Wednesday, September 3, 2008

Business Application Development

Business people in charge of a particular business process in a company should graphically model it and the supporting business application should be automatically generated.

Of course this is only the tip of the iceberg since a lot of "things" have to happen in order for the above to work. These "things" are what I'd like to discuss in this blog and, with your help, conclude something that helps steer things in that direction.


Business or Enterprise Applications (ERP, CRM, MRP, etc.) operate in very similar ways, especially if you look at them from a technical point of view. You have different data entities that are created, used and/or transformed in different processes following certain rules. In order to retrieve data from these systems some kind of reporting tool is provided. Parametrizations are posible to change certain behavior, there are security settings as well as auditing functionality.
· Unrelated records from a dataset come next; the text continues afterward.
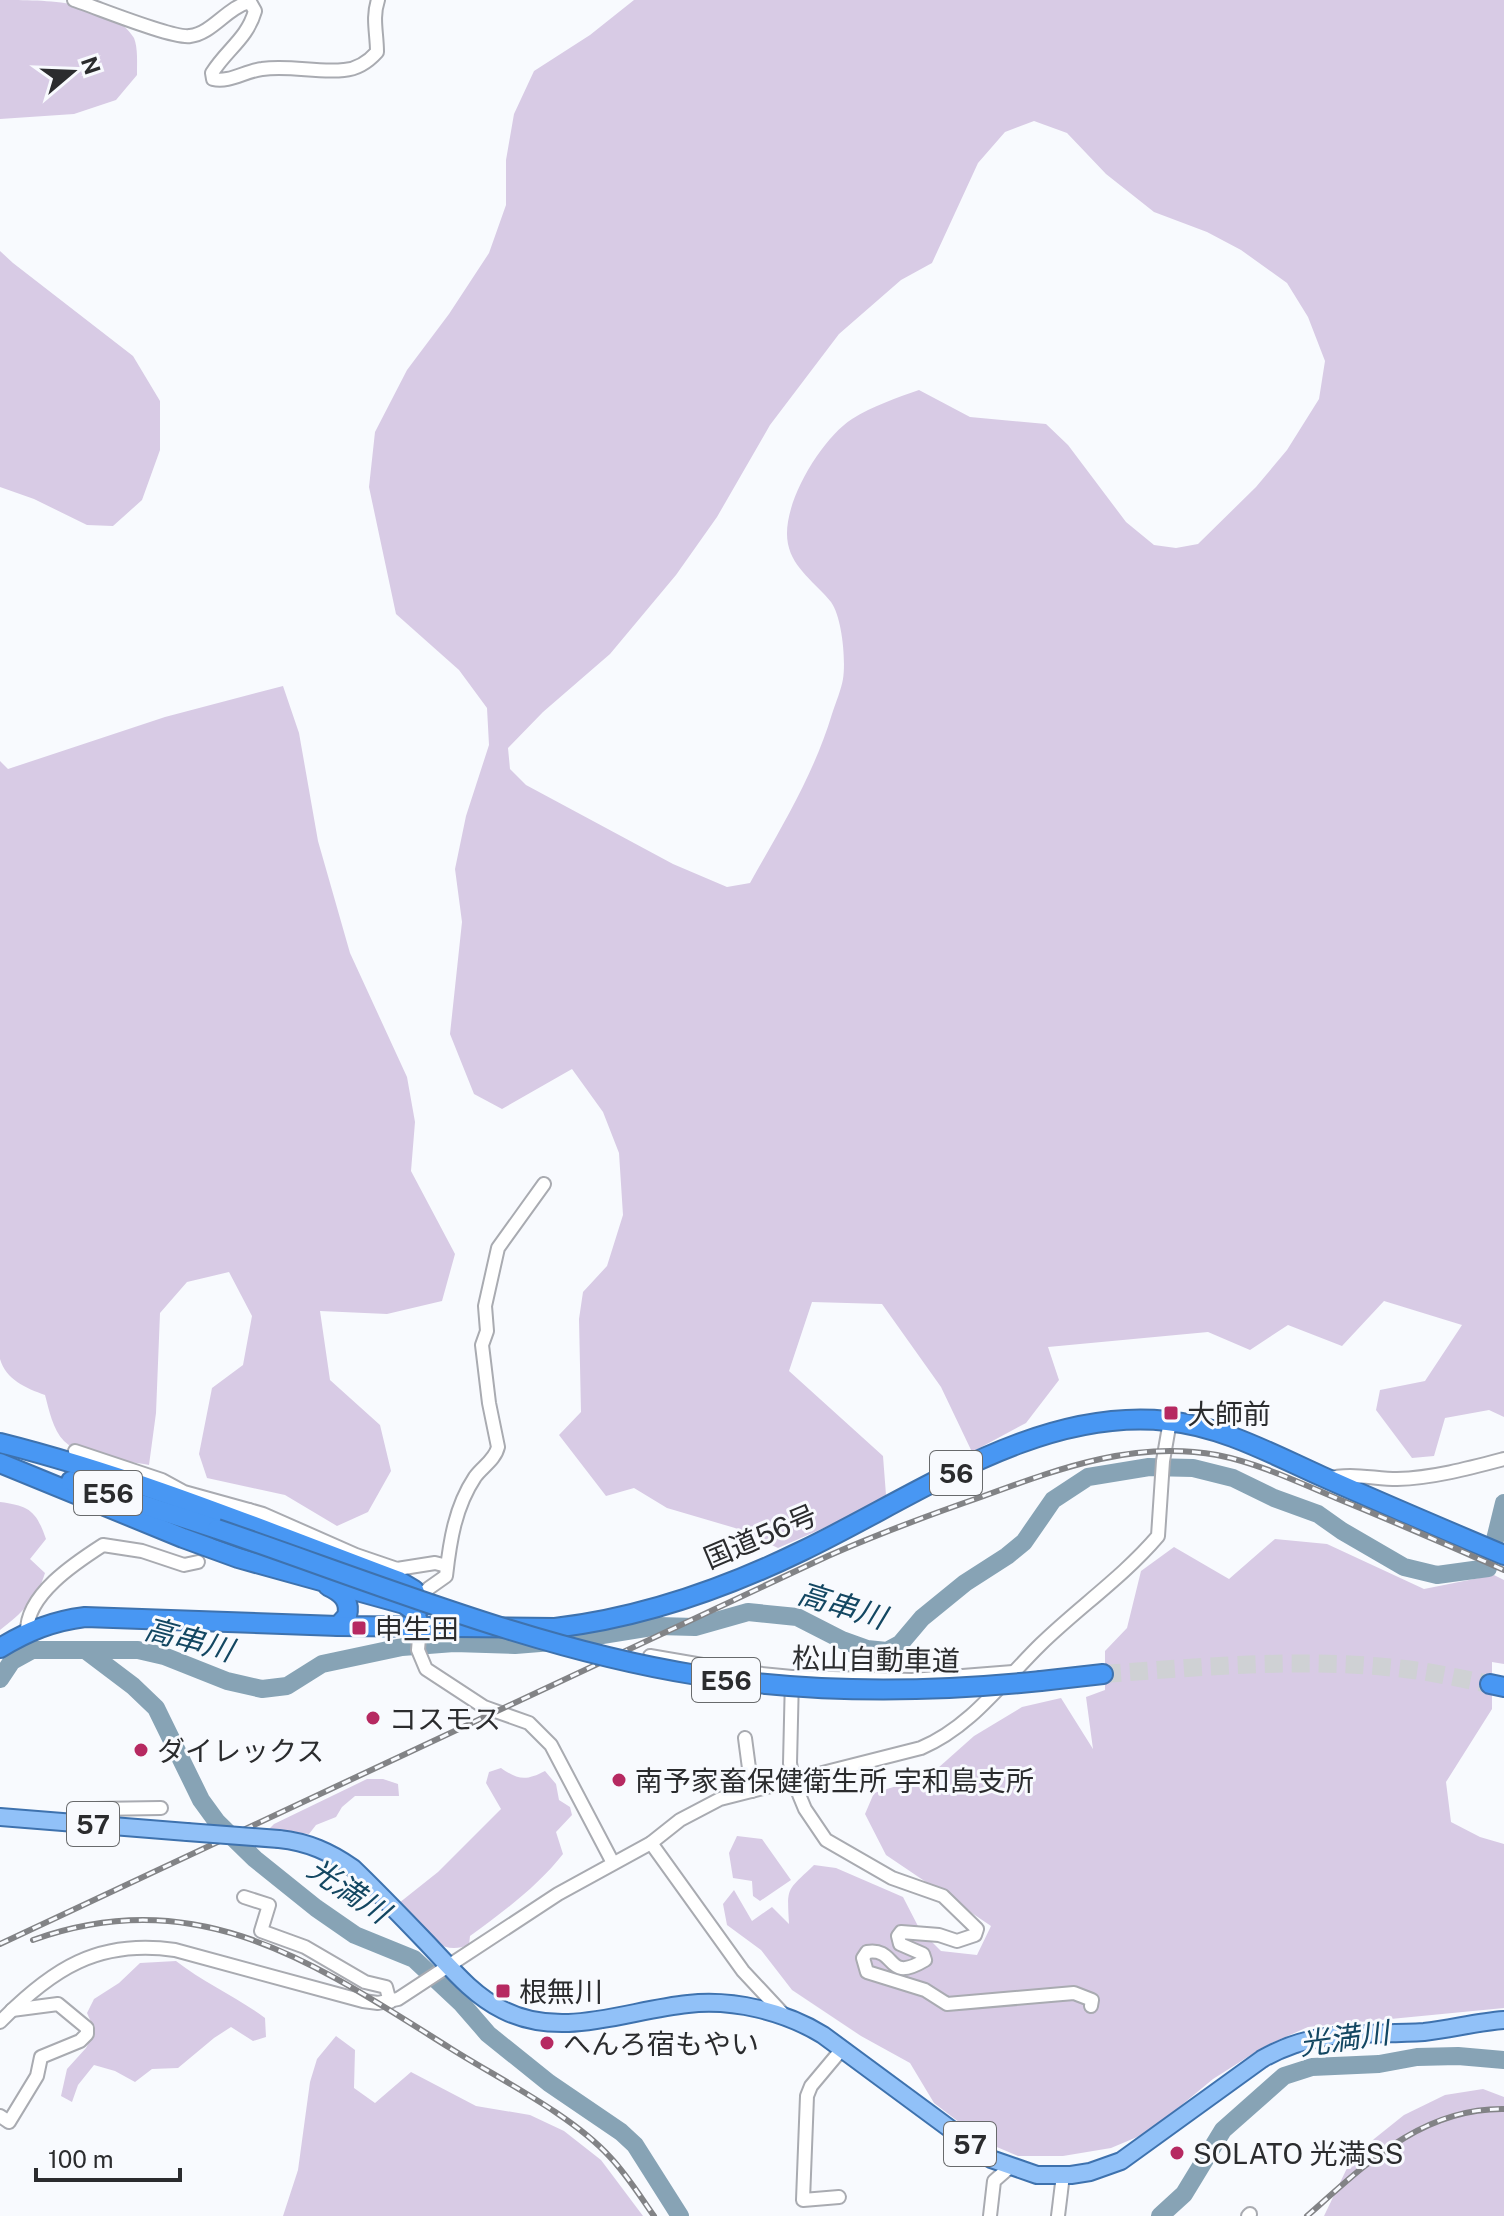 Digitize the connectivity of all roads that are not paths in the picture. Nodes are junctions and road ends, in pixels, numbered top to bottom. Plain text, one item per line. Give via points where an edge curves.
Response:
1 (74, 0) edge
2 (378, 0) edge
3 (544, 1184) dead end
4 (1170, 1421) junction
5 (0, 1443) edge
6 (75, 1451) dead end
7 (1504, 1459) edge
8 (0, 1460) edge
9 (1327, 1479) junction
10 (1496, 1552) edge
11 (198, 1562) dead end
12 (447, 1566) junction
13 (319, 1582) junction
14 (417, 1601) junction
15 (338, 1626) junction
16 (27, 1632) junction
17 (419, 1638) junction
18 (0, 1648) edge
19 (650, 1656) dead end
20 (1013, 1672) junction
21 (1103, 1674) tunnel mouth
22 (792, 1677) junction
23 (745, 1738) dead end
24 (793, 1780) junction
25 (752, 1791) junction
26 (161, 1808) dead end
27 (0, 1817) edge
28 (82, 1824) junction
29 (651, 1843) junction
30 (613, 1863) junction
31 (244, 1897) dead end
32 (438, 1973) junction
33 (390, 2002) junction
34 (1091, 2006) dead end
35 (12, 2010) junction
36 (786, 2017) junction
37 (1504, 2020) edge
38 (0, 2022) edge
39 (842, 2049) junction
40 (0, 2116) edge
41 (1010, 2167) junction
42 (1063, 2175) junction
43 (839, 2197) dead end
44 (990, 2216) edge
45 (1058, 2216) edge

1 - 2 street via 189,37 236,5 250,2 255,11 250,28 212,73 221,81 286,66 346,70 367,63 377,52 373,23
3 - 12 street via 498,1248 482,1345 498,1447 457,1510
4 - 9 highway, 国道56号 / 56 via 1227,1435
4 - 17 highway, 国道56号 / 56 via 1091,1423 1028,1440 772,1565 623,1616 555,1628
4 - 20 street via 1158,1536
5 - 14 highway via 180,1499 399,1581 414,1590
6 - 12 street via 184,1492 263,1514 397,1569
7 - 9 street via 1398,1479
8 - 13 highway via 183,1538
8 - 14 highway, E56, bridge via 217,1529
9 - 10 highway, 国道56号 / 56
11 - 16 street via 184,1565 103,1545 54,1581 27,1621
12 - 14 street via 446,1576
13 - 14 highway
13 - 15 highway via 346,1600 347,1615
14 - 17 highway
14 - 21 highway, 松山自動車道 / E56, bridge via 598,1653 732,1681 852,1691 973,1688
15 - 16 highway, 国道56号 / 56 via 85,1617
15 - 17 highway, 国道56号 / 56
16 - 18 highway, 国道56号 / 56
17 - 30 street via 426,1669 496,1712 529,1723 551,1745
19 - 22 street
20 - 22 street via 912,1680
20 - 24 street via 942,1739
22 - 24 street
23 - 25 street
24 - 25 street
24 - 34 street via 826,1840 892,1878 943,1896 977,1929 975,1935 957,1941 901,1932 900,1944 925,1960 903,1969 882,1953 867,1952 867,1972 925,1990 947,2004 1074,1993 1092,2000
25 - 29 street via 694,1812
26 - 28 street via 94,1809
27 - 28 main road, 57
28 - 32 main road, 57, bridge via 279,1839 319,1848 353,1868
29 - 30 street
29 - 36 street via 743,1971
30 - 32 street
31 - 33 street via 269,1905 261,1931 305,1947 365,1982 386,1987
32 - 33 street
32 - 36 main road, 57 via 529,2020 576,2023 699,2003
33 - 35 street via 363,2001 152,1947 101,1953 70,1964
35 - 38 street
35 - 40 street via 58,2004 87,2028 87,2034 41,2057 37,2076 9,2122
36 - 39 main road, 57
37 - 42 main road, 57 via 1422,2032 1342,2033 1294,2043 1262,2059 1133,2155 1106,2168
39 - 41 main road, 57 via 932,2118
39 - 43 street via 807,2096 803,2200
41 - 42 main road, 57
41 - 44 street via 994,2181
42 - 45 street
By generalizing these functionalities and trying to define components that would help us build such applications, I came up with the following list (by no means comprehensive):


Model

  • Business Process Modeling Language (Workflow & Metadata)
  • GUI editor
  • Business Entity Class definitions

End User Interface

  • Mashup composer (for different platforms/devices, not necessarily web)
  • GUI generator

Business Process

  • Business Process Engine
  • Business Rules Engine

Services

  • Business Services
  • Auditing Services
  • Communications Services
  • Task Management Services
  • Document Services

Data

  • Reporting Engine
  • Data Warehouses, Data Marts, etc.
  • Business Objects Repository
  • Master Data Management


With these components, the way we develop enterprise applications will change forever (I will be editing this list by adding/removing components or finding better names for the components).

Until next time...

1 comments:

Jaime Contesse said...

Check out this article by Phil Gilbert. Especially the section titled BPM Basics. It compares traditional Enterprise Application Development vs a BPM approach.